Let f(x) and g(x) be solutions of the Sturm-Liouville equation (1) corresponding to eigenvalues $\lambda$ and $\mu$ respectively. Multiply the equation for g(x) by f(x) (the complex conjugate of f(x)) to get:

$-{\bar {f}}\left(x\right){\frac {d\left(p\left(x\right){\frac {dg}{dx}}\left(x\right)\right)}{dx}}+{\bar {f}}\left(x\right)q\left(x\right)g\left(x\right)=\mu {\bar {f}}\left(x\right)w\left(x\right)g\left(x\right)$ (Only f(x), g(x), $\lambda$ , and $\mu$ may be complex; all other quantities are real.) Complex conjugate this equation, exchange f(x) and g(x), and subtract the new equation from the original:

$-{\bar {f}}\left(x\right){\frac {d\left(p\left(x\right){\frac {dg}{dx}}\left(x\right)\right)}{dx}}+g\left(x\right){\frac {d\left(p\left(x\right){\frac {d{\bar {f}}}{dx}}\left(x\right)\right)}{dx}}={\frac {d\left(p\left(x\right)\left[g\left(x\right){\frac {d{\bar {f}}}{dx}}\left(x\right)-{\bar {f}}\left(x\right){\frac {dg}{dx}}\left(x\right)\right]\right)}{dx}}=\left(\mu -{\bar {\lambda }}\right){\bar {f}}\left(x\right)g\left(x\right)w\left(x\right)$ Integrate this between the limits $x=a$ and $x=b$ $\left(\mu -{\bar {\lambda }}\right)\int \nolimits _{a}^{b}{\bar {f}}\left(x\right)g\left(x\right)w\left(x\right)dx=p\left(b\right)\left[g\left(b\right){\frac {d{\bar {f}}}{dx}}\left(b\right)-{\bar {f}}\left(b\right){\frac {dg}{dx}}\left(b\right)\right]-p\left(a\right)\left[g\left(a\right){\frac {d{\bar {f}}}{dx}}\left(a\right)-{\bar {f}}\left(a\right){\frac {dg}{dx}}\left(a\right)\right]$ .

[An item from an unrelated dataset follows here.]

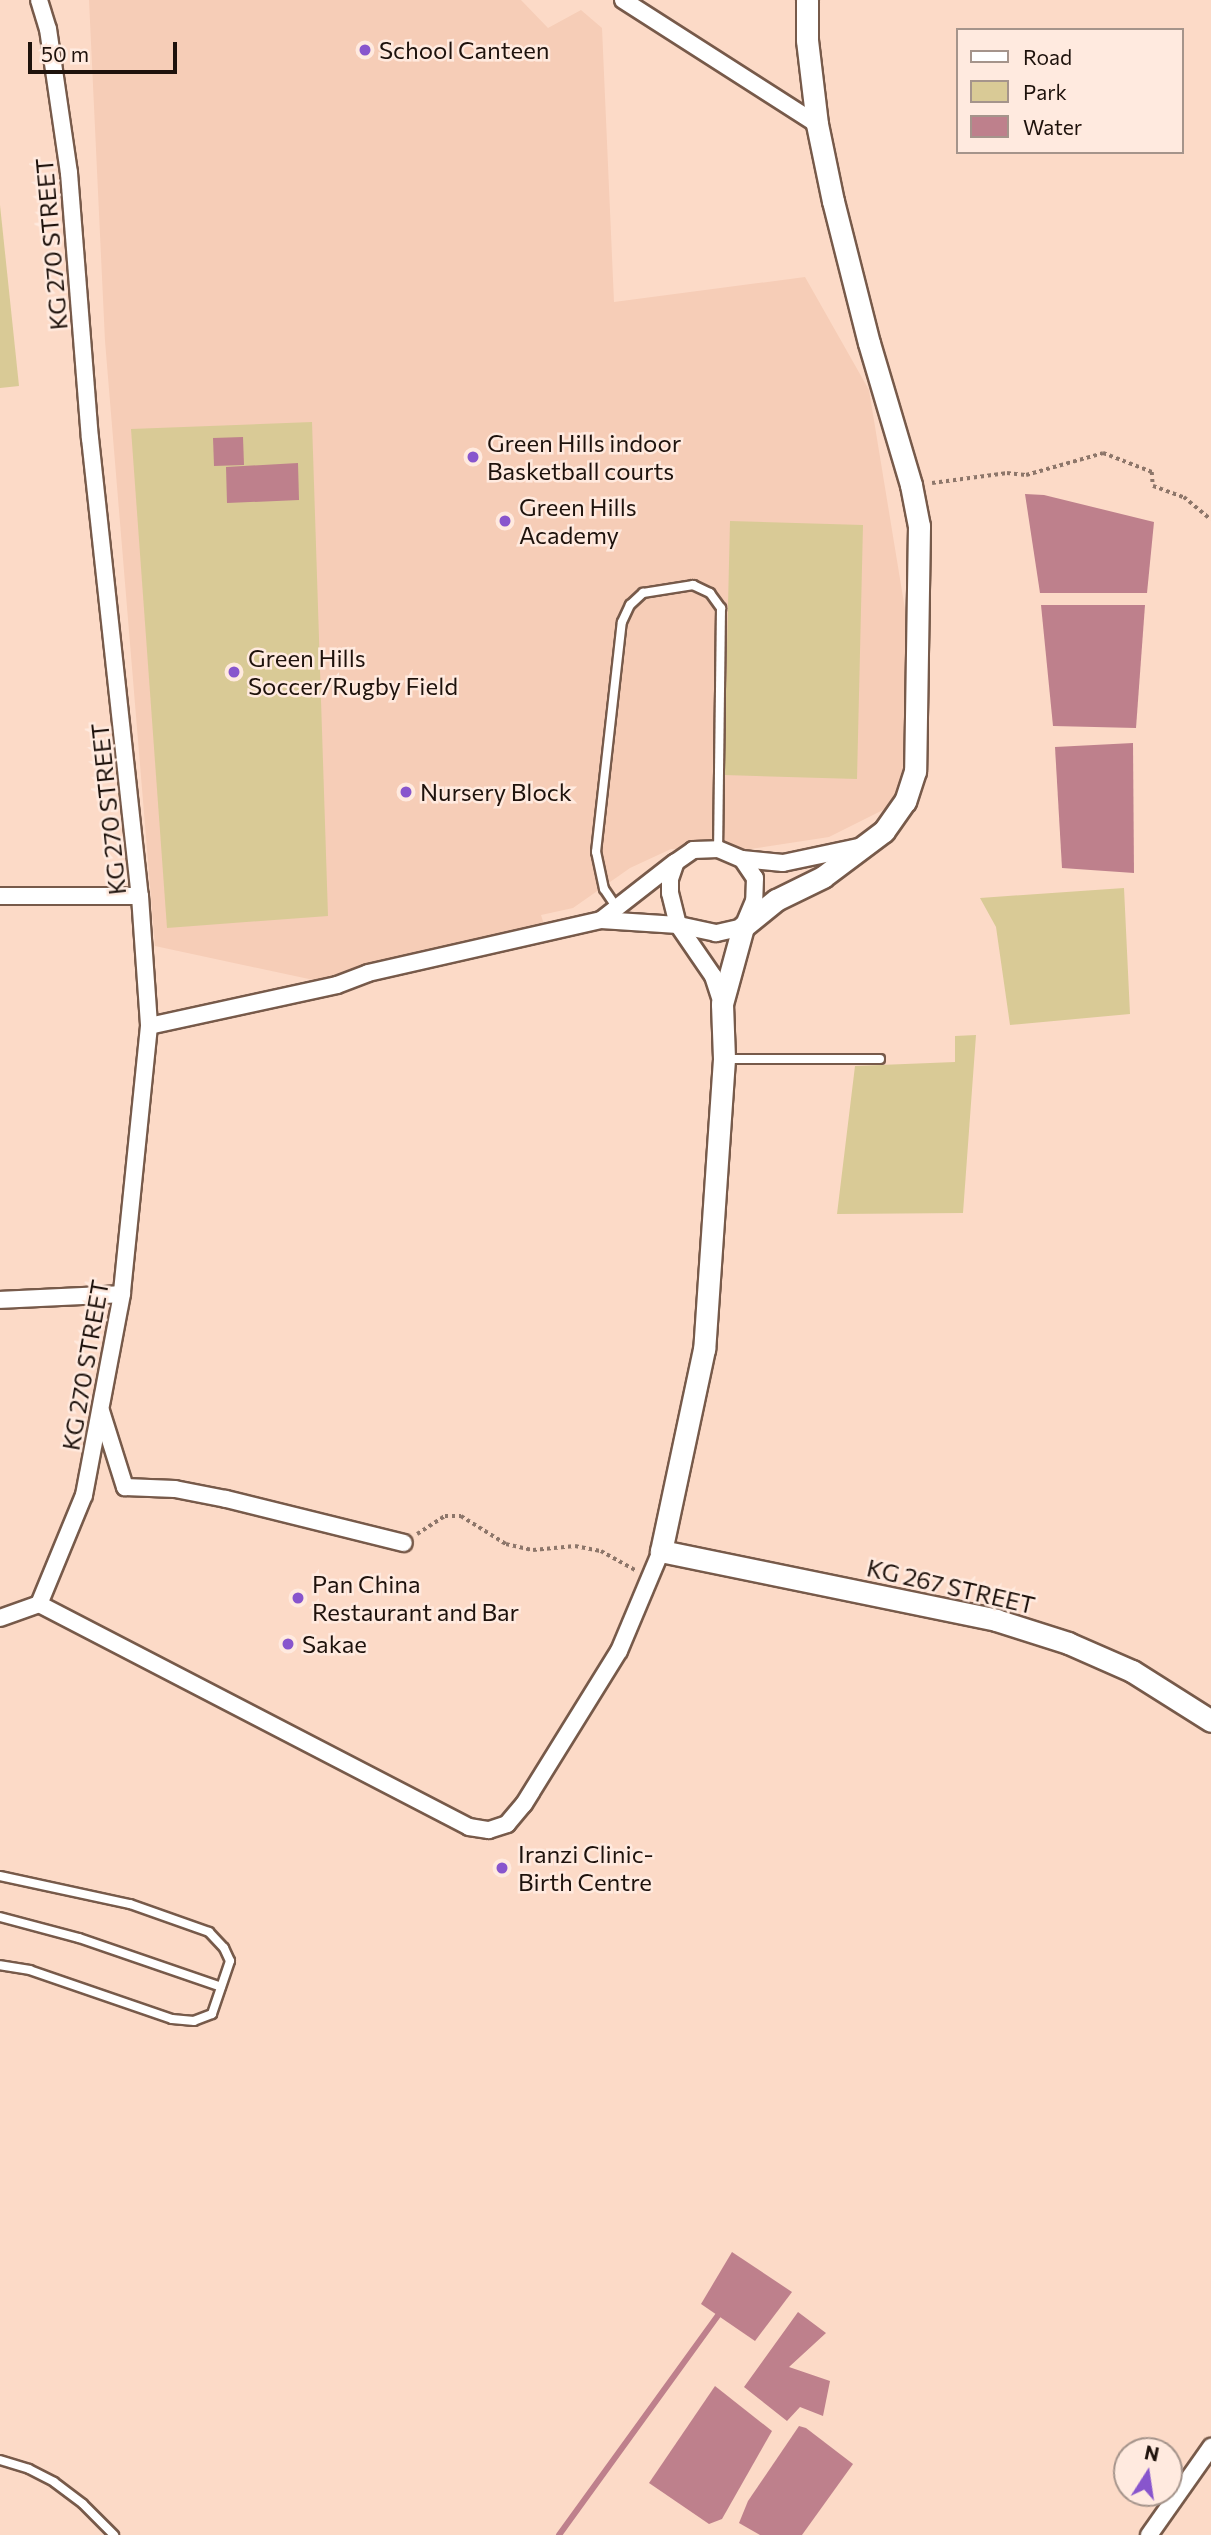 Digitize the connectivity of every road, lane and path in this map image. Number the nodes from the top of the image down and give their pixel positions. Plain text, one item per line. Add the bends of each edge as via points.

The right side of this equation vanishes because of the boundary conditions, which are either:

$\bullet$ periodic boundary conditions, i.e., that f(x), g(x), and their first derivatives (as well as p(x)) have the same values at $x=b$ as at $x=a$ , or
$\bullet$ that independently at $x=a$ and at $x=b$ either:
$\bullet$ the condition cited in equation (2) or (3) holds or:
$\bullet$ $p(x)=0$ .

So: $\left(\mu -{\bar {\lambda }}\right)\int \nolimits _{a}^{b}{\bar {f}}\left(x\right)g\left(x\right)w\left(x\right)dx=0$ If we set $f=g$ , so that the integral surely is non-zero, then it follows that λ =λ that is, the eigenvalues are real, making the differential operator in the Sturm-Liouville equation self-adjoint (hermitian); so:

$\left(\mu -\lambda \right)\int \nolimits _{a}^{b}{\bar {f}}\left(x\right)g\left(x\right)w\left(x\right)dx=0$ It follows that, if $f$ and $g$ have distinct eigenvalues, then they are orthogonal. QED.